## TASK TO CARRY OUT
Wherever "roads" appears in a line of the listing, that line should be returned.

## MATERIAL SHOWN
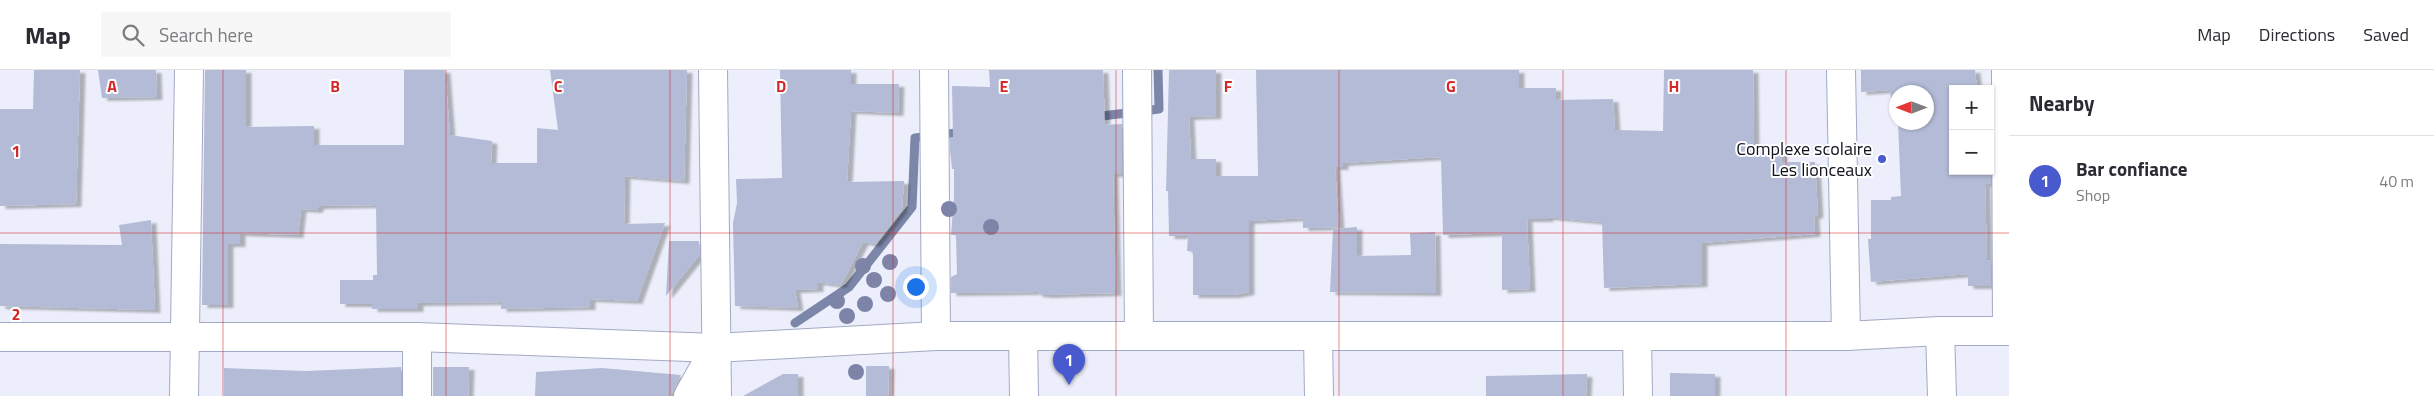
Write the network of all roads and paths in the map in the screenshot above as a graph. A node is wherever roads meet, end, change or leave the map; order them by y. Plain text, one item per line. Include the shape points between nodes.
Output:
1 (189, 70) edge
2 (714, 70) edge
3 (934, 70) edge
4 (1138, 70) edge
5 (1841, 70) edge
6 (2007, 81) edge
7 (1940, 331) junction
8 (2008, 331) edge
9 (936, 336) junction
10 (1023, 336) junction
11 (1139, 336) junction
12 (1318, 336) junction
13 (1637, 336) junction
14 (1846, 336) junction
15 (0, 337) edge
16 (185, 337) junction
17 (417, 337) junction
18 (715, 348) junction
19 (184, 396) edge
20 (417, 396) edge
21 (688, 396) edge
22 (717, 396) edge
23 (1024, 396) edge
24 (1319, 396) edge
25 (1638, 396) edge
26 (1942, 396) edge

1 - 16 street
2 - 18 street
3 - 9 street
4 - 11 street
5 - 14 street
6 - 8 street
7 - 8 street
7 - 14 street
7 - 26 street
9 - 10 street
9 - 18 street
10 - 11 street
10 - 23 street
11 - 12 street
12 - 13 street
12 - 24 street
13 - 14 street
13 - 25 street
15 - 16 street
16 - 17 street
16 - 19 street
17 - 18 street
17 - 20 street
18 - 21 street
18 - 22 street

...

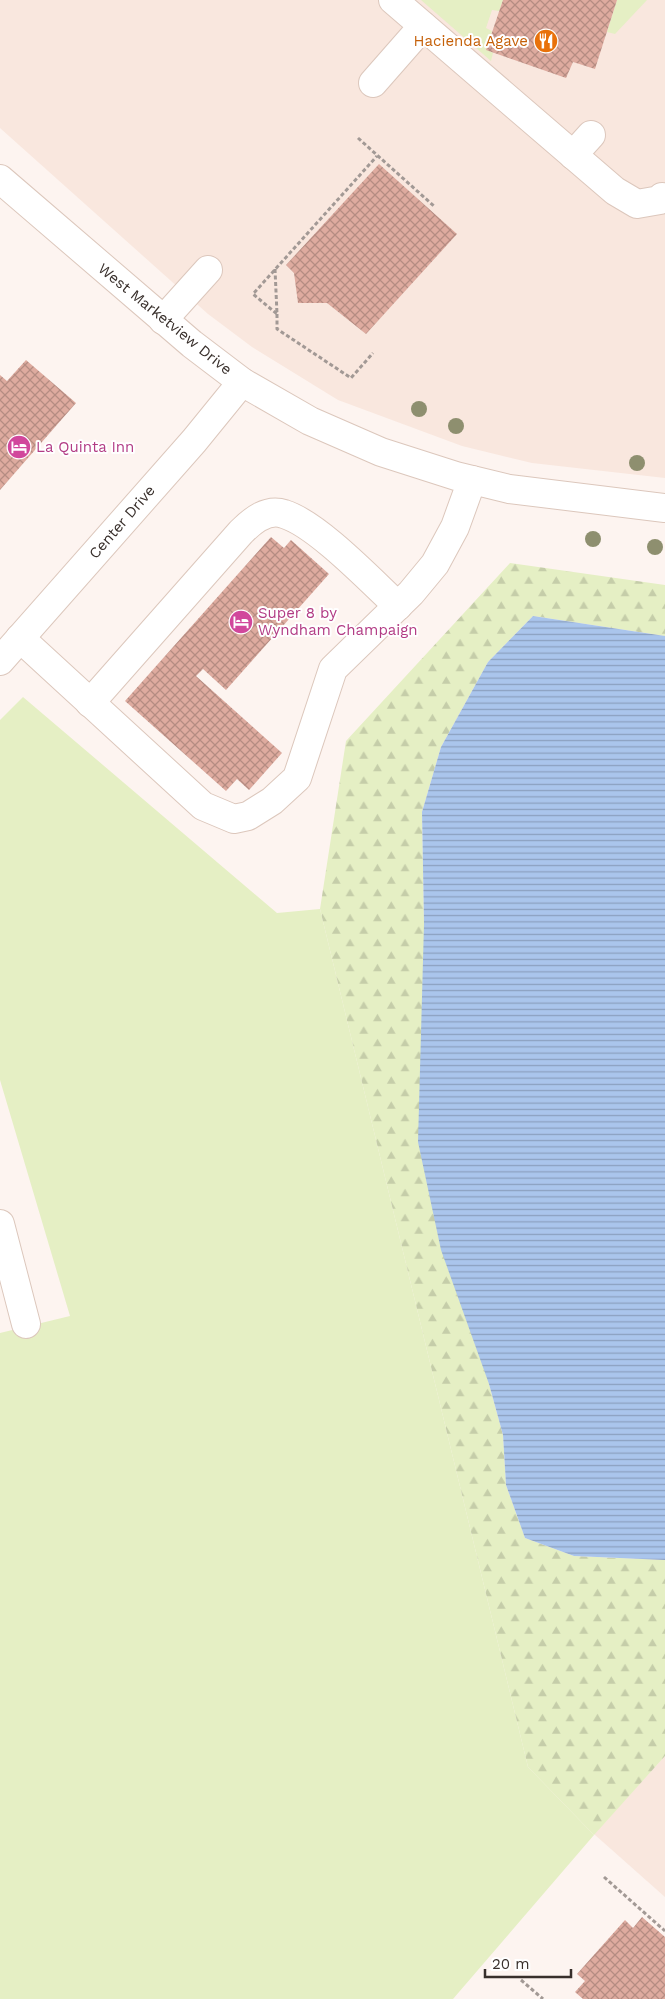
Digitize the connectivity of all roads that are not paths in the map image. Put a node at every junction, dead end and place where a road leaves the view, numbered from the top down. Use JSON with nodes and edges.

## ANSWER FOR THE TASK
Write the network of all roads and paths in the map in the screenshot above as a graph. A node is wherever roads meet, end, change or leave the map; order them by y. Plain text, one item per line. Include the shape points between nodes.
Digitize the connectivity of all roads that are not paths in the map image. Put a node at every junction, dead end and place where a road leaves the view, numbered from the top down. Use JSON with nodes and edges.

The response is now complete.